Ireland bailout speculation continues
17/Nov/2010 • Currency Updates•
Sterling fell sharply on Tuesday as Bank of England Governor Mervyn King signalled more quantitative easing could be possible, erasing gains made after higher-than-expected inflation data. While King said the concern was that inflation expectations remained well-anchored, he also said the central bank could do further QE if that turned out to be necessary.
British consumer price inflation unexpectedly accelerated in October and continued to stay above 3%, forcing the central bank governor to write his fourth public letter this year to the Chancellor.
Consumer price annual inflation rose to 3.2% in October, figures from the Office for National Statistics showed Tuesday. Economists had forecast the rate to remain at September’s level of 3.1%. The increase was mainly due to higher fuel prices. The annual rate continues to stay above the 2% target.

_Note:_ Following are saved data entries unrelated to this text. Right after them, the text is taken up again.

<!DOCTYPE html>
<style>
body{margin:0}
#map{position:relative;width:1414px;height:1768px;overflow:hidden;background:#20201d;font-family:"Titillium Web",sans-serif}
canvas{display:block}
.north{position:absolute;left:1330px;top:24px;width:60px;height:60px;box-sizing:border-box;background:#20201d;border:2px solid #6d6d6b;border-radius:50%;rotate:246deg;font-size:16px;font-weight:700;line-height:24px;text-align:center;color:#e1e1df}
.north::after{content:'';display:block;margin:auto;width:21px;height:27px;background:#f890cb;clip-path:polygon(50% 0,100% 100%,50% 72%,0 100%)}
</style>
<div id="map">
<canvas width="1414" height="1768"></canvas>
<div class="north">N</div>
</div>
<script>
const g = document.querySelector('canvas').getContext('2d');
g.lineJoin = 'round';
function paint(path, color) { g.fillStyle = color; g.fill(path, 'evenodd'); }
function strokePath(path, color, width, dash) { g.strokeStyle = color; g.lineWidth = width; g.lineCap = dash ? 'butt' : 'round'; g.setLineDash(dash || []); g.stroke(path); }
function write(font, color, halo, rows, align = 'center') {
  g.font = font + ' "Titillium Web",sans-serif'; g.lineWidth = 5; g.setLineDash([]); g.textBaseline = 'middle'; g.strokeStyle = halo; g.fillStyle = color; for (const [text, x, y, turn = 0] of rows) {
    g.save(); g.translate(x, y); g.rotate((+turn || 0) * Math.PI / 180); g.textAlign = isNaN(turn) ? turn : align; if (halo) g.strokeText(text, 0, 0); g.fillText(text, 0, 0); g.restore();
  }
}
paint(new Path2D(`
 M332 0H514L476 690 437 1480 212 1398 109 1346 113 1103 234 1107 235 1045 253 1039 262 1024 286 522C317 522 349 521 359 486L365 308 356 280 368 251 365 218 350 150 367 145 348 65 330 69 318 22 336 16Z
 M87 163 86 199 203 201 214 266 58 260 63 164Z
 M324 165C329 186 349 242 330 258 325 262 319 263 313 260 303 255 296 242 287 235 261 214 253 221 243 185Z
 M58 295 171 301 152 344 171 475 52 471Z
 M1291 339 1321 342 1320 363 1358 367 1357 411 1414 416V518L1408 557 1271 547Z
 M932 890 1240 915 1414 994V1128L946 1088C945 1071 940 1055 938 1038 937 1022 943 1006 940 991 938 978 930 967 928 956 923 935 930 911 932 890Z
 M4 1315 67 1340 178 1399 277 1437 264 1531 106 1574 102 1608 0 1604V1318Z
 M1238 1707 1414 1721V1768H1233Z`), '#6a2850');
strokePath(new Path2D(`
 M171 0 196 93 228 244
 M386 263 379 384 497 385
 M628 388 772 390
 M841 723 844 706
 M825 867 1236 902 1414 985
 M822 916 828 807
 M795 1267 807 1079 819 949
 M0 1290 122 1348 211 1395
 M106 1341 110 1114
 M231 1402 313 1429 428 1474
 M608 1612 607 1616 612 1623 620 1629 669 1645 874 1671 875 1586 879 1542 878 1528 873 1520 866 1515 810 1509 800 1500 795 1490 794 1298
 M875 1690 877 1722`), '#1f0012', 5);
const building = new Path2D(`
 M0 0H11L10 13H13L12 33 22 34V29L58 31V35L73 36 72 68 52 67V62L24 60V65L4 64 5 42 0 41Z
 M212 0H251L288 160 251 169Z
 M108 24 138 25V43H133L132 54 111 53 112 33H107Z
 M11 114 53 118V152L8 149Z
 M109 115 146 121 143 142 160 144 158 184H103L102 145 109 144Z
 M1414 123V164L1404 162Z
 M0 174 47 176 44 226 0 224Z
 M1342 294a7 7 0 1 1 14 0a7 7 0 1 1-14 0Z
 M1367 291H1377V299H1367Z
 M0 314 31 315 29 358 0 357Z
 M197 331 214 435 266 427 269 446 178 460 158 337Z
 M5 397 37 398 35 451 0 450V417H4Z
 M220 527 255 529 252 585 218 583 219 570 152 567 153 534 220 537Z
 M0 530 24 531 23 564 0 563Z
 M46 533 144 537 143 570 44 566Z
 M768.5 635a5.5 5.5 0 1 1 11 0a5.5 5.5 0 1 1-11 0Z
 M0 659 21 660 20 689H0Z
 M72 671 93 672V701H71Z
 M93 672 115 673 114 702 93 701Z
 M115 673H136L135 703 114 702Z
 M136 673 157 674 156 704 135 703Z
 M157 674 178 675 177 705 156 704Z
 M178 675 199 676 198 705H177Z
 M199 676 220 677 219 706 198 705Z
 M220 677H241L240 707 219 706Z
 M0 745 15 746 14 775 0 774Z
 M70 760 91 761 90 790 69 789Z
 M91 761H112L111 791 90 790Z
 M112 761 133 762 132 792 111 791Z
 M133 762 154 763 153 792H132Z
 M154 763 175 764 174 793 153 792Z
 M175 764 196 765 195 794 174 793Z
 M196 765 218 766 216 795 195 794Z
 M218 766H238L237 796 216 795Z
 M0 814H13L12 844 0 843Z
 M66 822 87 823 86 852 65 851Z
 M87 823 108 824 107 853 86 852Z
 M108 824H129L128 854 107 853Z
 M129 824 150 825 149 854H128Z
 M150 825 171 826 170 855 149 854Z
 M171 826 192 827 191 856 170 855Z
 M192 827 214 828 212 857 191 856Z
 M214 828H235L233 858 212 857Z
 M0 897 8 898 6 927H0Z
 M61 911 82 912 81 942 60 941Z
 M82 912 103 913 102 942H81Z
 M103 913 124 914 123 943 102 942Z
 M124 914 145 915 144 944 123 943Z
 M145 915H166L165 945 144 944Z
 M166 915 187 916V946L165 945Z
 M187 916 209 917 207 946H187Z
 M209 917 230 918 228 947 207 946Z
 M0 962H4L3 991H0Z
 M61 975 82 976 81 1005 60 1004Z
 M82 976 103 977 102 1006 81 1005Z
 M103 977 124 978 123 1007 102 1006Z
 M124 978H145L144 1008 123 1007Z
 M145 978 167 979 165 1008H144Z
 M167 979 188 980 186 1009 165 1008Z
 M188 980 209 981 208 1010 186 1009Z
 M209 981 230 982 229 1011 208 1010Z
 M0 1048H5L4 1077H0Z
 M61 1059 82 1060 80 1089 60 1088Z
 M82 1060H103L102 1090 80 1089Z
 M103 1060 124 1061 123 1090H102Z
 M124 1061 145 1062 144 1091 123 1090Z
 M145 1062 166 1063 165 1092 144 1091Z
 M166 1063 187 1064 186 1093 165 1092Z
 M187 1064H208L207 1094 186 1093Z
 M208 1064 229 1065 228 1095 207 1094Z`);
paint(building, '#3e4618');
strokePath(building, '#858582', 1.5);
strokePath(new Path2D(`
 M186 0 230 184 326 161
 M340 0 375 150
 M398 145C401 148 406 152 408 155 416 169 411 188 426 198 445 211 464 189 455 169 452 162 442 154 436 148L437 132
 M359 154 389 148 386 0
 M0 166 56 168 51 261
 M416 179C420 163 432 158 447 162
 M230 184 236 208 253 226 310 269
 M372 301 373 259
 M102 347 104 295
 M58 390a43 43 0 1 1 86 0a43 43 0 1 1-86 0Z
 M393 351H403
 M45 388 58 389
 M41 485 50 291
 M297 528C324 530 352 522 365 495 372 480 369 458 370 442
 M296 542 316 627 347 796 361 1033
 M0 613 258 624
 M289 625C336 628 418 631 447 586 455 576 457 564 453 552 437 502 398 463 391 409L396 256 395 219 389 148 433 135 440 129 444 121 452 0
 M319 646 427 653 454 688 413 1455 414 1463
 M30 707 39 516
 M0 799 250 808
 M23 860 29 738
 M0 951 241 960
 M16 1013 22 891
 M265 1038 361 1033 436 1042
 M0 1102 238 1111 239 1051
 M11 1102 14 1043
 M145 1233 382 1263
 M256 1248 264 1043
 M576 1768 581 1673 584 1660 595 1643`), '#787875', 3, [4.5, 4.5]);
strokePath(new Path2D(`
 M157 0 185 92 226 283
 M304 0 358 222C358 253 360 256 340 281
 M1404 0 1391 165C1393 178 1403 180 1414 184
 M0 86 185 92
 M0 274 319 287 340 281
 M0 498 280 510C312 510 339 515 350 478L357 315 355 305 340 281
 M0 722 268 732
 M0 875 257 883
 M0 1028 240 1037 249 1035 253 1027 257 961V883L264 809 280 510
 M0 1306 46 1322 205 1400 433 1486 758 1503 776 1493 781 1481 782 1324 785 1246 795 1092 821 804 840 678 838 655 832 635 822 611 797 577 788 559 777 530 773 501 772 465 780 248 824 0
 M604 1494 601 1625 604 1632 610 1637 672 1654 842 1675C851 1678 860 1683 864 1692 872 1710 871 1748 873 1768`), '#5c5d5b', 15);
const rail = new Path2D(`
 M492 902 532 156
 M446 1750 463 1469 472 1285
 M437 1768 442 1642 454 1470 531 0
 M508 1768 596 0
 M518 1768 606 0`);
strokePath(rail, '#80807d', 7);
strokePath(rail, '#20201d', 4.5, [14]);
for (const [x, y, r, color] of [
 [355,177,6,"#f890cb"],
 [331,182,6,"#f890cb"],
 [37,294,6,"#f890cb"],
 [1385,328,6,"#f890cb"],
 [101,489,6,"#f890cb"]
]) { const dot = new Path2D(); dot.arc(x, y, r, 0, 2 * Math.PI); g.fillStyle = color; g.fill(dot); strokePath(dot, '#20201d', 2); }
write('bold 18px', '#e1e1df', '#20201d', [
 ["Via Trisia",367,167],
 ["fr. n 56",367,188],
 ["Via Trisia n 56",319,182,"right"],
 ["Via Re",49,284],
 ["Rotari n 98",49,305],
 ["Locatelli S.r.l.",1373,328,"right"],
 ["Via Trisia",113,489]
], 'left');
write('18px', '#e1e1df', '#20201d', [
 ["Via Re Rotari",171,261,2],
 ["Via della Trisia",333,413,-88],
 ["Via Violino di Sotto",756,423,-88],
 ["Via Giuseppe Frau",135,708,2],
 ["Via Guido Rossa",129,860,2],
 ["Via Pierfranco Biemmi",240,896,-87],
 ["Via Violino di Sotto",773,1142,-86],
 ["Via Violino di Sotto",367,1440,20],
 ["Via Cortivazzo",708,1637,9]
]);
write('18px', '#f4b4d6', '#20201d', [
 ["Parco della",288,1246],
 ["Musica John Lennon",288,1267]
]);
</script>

The dollar continued to fight back on Tuesday, hitting its highest level in almost two months amid growing concerns about Europe’s sovereign debt crisis.
Industrial production in the US unexpectedly came in unchanged in the month of October, according to a report released by the Federal Reserve on Tuesday, with a notable decrease in utilities output offsetting an increase in manufacturing output. The report showed that industrial production was unchanged in October after falling by 0.2 percent in September. Economists had been expecting production to increase by 0.3 percent.
The European Union on Tuesday confirmed that preparations are underway for a potential rescue package for the debt-stricken Ireland – but Dublin has not yet asked for help, despite increasing external pressures to seek assistance. Addressing the monthly meeting of Eurozone finance ministers or Eurogroup, EU Economic and Monetary Affairs Commissioner Olli Rehn said intensifying talks on Ireland’s debt crisis will “strengthen” plans for a bailout if the country requests. A team consisting of members of the various organisations is on its way to Dublin this morning to thrash out what to do next. Reports this morning suggested UK chancellor George Osborne will agree to the UK putting up billions of pounds as part of any bail-out agreement.
Meanwhile, Austria has reportedly threatened to withhold money for Greece if Athens does not follow through with deep austerity measures. Greece assured it will make hard cuts for 2011. The news out of Europe highlights the structural difficulties that may threaten the viability of the euro as the region’s major currency.
Inflation in Eurozone accelerated to the highest level in nearly two years in October, driven by a sharp increase in energy prices. Inflation rose to 1.9% in October from 1.8% in September, the revised report released by Eurostat showed on Tuesday. The rate was in line with economists forecast and was unrevised from the flash estimate.
A leading indicator of the Australian economy continued to slow down in September, suggesting the pace of economic growth is set to ease.
The Westpac-Melbourne Institute Leading Index, which indicates the likely pace of economic activity three to nine months into the future, grew 4.6% on an annualized basis in September. That was well above the long term trend growth of 3.1%, but slower than the 5.8% increase in August and the peak 10.3% growth seen earlier in March.